→ **Data section**:
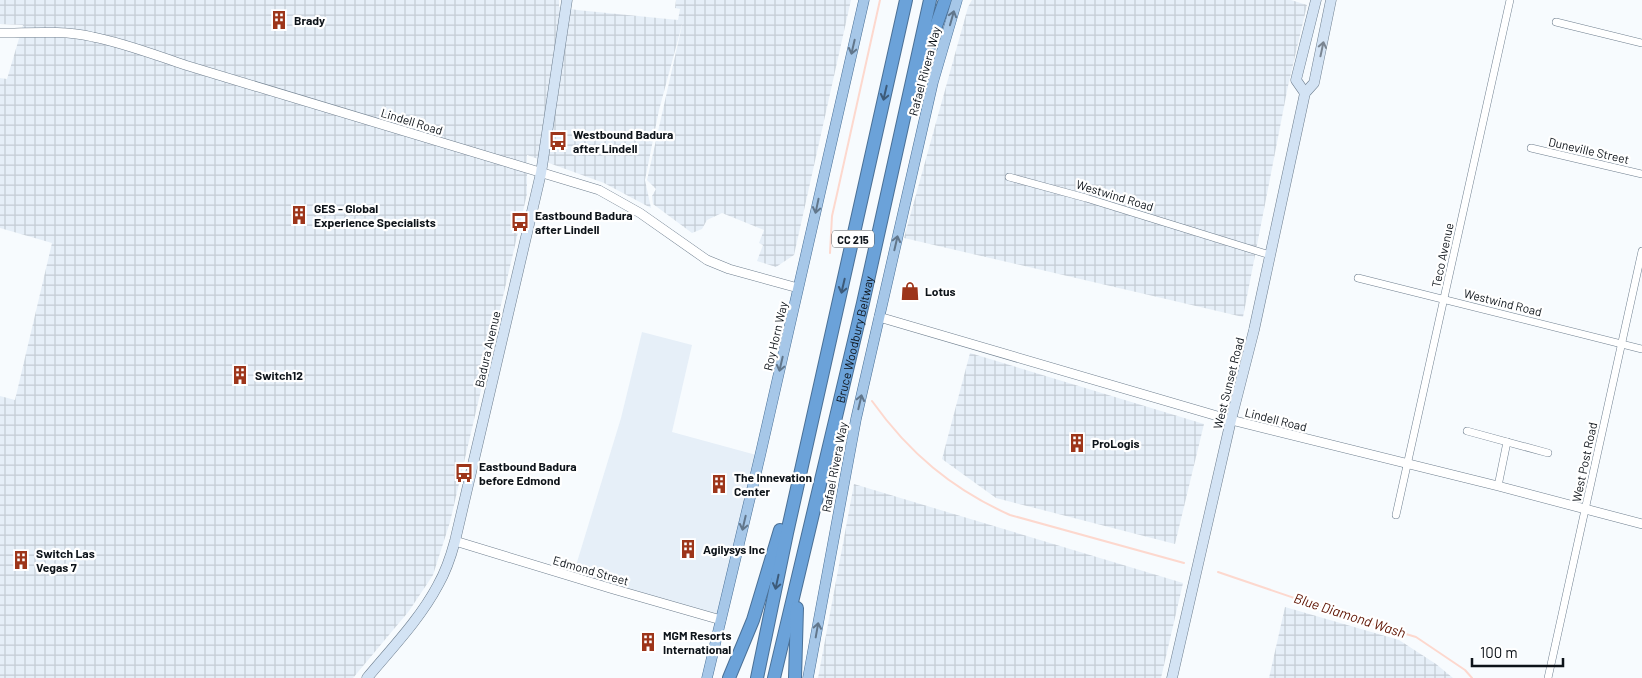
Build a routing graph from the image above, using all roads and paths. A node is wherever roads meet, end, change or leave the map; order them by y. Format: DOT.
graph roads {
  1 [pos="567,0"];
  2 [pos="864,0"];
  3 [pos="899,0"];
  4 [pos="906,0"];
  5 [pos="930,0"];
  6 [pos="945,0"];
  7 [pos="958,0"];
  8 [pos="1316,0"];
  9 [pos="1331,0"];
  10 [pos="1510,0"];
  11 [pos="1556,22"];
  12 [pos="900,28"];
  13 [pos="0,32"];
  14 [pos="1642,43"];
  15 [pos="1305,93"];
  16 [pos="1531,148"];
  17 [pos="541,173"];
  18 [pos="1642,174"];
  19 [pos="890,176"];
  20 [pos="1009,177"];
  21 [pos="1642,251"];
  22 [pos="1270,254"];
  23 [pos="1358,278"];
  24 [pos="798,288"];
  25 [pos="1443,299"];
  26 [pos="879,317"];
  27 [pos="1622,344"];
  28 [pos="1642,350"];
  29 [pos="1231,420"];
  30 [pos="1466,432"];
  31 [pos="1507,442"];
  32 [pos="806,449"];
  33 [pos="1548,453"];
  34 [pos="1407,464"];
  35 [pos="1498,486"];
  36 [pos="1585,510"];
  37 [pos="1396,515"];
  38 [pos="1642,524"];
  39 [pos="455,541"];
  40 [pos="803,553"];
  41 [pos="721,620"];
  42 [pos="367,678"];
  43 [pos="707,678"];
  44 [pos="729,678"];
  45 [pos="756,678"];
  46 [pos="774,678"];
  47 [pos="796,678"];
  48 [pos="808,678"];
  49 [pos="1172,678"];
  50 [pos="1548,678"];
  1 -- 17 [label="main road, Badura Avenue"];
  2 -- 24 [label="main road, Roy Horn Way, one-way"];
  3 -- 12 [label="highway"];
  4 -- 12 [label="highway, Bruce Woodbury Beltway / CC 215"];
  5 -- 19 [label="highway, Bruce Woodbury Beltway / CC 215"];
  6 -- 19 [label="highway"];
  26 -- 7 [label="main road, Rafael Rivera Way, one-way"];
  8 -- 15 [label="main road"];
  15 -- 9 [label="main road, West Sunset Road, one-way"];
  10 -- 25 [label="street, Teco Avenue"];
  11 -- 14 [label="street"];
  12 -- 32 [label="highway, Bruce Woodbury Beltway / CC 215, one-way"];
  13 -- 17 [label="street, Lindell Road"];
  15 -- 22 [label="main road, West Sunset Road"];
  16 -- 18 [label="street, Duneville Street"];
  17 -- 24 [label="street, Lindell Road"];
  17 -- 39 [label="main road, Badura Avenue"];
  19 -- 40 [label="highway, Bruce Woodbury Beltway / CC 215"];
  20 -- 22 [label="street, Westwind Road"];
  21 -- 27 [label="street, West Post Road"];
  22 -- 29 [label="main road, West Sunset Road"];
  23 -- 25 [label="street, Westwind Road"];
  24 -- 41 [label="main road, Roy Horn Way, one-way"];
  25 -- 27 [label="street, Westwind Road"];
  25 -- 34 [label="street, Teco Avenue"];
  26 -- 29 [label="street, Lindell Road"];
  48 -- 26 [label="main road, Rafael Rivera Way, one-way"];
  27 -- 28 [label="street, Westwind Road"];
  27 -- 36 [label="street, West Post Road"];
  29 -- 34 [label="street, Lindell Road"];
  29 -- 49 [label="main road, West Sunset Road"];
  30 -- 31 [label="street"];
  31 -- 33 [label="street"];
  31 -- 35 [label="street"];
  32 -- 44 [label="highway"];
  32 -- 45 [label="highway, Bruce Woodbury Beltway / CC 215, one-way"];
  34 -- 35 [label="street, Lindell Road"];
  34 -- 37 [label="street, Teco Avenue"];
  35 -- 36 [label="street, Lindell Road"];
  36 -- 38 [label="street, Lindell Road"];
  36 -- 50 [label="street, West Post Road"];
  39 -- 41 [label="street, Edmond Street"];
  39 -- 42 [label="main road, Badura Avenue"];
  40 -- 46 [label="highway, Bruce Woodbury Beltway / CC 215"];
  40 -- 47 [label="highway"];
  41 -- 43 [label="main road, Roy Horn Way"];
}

→ **Task objective**: Report every line of the records that contains the word "Woodbury".

→ **Response to the task**:
  4 -- 12 [label="highway, Bruce Woodbury Beltway / CC 215"];
  5 -- 19 [label="highway, Bruce Woodbury Beltway / CC 215"];
  12 -- 32 [label="highway, Bruce Woodbury Beltway / CC 215, one-way"];
  19 -- 40 [label="highway, Bruce Woodbury Beltway / CC 215"];
  32 -- 45 [label="highway, Bruce Woodbury Beltway / CC 215, one-way"];
  40 -- 46 [label="highway, Bruce Woodbury Beltway / CC 215"];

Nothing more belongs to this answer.